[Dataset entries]

┌──

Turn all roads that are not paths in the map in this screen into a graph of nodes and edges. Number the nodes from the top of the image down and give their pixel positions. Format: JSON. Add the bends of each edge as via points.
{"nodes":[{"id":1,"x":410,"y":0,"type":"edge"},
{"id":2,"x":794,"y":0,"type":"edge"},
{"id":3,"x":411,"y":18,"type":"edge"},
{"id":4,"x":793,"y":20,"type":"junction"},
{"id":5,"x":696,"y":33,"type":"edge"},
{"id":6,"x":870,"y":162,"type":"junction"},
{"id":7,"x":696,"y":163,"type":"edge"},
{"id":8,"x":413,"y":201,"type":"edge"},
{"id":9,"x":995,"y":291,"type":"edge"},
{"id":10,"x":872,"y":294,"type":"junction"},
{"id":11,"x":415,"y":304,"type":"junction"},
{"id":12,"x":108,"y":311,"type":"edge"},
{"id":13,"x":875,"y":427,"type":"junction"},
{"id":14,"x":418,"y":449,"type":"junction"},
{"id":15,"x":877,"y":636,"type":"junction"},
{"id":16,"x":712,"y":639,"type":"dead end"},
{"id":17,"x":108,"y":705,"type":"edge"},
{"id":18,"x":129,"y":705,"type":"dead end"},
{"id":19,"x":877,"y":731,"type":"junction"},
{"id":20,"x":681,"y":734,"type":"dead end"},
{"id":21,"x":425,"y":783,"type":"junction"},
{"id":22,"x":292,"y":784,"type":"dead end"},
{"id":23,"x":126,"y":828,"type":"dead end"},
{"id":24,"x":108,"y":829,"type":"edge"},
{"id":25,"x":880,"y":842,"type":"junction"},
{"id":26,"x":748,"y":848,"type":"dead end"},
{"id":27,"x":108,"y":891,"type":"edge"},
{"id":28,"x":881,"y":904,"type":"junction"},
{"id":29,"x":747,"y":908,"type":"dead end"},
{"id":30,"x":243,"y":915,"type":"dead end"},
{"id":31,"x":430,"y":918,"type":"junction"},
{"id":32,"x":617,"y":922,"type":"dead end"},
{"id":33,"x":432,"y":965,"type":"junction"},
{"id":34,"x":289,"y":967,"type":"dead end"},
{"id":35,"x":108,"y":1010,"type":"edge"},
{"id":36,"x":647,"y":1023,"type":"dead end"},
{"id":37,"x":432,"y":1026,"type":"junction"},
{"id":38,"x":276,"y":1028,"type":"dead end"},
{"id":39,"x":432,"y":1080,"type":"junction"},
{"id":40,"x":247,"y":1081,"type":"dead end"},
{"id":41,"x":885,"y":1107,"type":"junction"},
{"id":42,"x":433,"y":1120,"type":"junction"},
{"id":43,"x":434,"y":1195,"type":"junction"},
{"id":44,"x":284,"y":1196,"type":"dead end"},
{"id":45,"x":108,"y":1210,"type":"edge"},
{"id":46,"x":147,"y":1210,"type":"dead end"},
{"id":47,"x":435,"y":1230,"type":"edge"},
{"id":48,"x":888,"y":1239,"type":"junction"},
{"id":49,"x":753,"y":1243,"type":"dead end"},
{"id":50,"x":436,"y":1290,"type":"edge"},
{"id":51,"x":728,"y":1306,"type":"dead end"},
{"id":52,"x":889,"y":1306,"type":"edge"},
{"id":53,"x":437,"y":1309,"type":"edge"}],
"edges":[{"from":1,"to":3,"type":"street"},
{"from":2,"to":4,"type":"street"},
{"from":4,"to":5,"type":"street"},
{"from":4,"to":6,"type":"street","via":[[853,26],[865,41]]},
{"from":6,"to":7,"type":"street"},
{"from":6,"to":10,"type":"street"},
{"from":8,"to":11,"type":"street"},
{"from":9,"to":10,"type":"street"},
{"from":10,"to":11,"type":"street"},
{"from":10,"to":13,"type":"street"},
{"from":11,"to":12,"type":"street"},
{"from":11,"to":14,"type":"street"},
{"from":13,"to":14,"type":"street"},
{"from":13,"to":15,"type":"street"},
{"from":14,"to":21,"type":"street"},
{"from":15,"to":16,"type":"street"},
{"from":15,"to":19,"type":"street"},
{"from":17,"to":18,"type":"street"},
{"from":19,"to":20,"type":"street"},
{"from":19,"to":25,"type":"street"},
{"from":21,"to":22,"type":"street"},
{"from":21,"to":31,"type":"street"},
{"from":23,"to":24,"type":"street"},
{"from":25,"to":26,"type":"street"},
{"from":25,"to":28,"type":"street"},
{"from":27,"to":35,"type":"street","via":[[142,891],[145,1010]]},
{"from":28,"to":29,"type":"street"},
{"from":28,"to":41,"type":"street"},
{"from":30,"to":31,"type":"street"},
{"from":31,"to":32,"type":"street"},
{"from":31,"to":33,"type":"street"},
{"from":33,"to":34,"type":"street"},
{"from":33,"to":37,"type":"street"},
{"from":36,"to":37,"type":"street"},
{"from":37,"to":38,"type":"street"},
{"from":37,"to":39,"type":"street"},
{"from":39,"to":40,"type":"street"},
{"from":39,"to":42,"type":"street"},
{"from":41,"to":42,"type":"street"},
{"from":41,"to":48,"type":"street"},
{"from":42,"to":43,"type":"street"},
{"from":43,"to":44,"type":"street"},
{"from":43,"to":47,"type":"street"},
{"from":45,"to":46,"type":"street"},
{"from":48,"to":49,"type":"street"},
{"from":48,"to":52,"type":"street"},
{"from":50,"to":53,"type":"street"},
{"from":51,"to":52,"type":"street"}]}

└──

**Activity**
Report the number of lines in the entries above that include the string "nodes". Give nothing but the number.

**Response**
2